Plinio declara al emperador que muchos cristianos se han «arrepentido» y, por tanto, su problema tiene solución. Gracias a sus gestiones –escribe–, los templos paganos se vuelven a llenar y se puede volver a comprar carne inmolada a los ídolos en los mercados, porque el fenómeno cristiano había puesto en crisis todo el sistema del culto pagano.
Plinio y el emperador están empeñados en «ayudar» a los cristianos liberándolos de una superstición que no acababan de comprender. En muchos casos, con la amenaza de la tortura, lo consiguieron.
En el lado contrario se sitúa la carta de Pedro: anima a los discípulos a aguantar en la tribulación, imitando a Jesucristo, que soportó el sufrimiento y la cruz entregando su vida en obediencia a Dios.
Es interesante comprobar cómo veían a los cristianos las autoridades romanas y la mayoría de la gente culta de aquella época; es posible que esto nos ayude a comprender cómo se ve el cristianismo desde fuera en muchos casos de la actualidad.
Reconociendo su altura moral y su preocupación por los pobres, aceptando lo inocuo de sus reuniones litúrgicas y su religiosidad centrada en un crucificado, el cristianismo parece portar un misterio que no deja tranquilas a las autoridades.

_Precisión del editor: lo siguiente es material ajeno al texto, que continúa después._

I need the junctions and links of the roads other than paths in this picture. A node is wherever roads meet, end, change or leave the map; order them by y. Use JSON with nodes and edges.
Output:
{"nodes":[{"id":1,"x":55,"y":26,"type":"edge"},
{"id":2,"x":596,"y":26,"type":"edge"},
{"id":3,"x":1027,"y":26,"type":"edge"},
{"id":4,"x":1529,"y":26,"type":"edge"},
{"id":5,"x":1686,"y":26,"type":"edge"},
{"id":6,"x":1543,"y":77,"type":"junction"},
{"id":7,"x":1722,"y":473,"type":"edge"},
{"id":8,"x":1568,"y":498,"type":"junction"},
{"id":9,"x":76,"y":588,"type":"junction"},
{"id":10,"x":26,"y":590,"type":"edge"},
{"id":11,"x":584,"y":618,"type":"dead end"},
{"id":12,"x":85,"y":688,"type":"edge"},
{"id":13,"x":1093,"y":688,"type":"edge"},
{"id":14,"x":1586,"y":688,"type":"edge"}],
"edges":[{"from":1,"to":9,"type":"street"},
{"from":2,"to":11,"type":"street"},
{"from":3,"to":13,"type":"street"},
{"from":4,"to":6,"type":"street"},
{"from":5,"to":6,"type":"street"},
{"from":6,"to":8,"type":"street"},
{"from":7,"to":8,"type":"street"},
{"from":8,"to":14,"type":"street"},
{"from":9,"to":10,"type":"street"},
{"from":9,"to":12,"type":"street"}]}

Plinio no comprende de dónde brota ese misterio, lo ve como «una superstición perversa y desmedida». Pedro nos da, desde dentro, esa clave: «No habéis visto a Jesucristo y lo amáis; no lo veis, y creéis en él; y os alegráis con un gozo inefable y transfigurado, alcanzando así la meta de vuestra fe: vuestra propia salvación».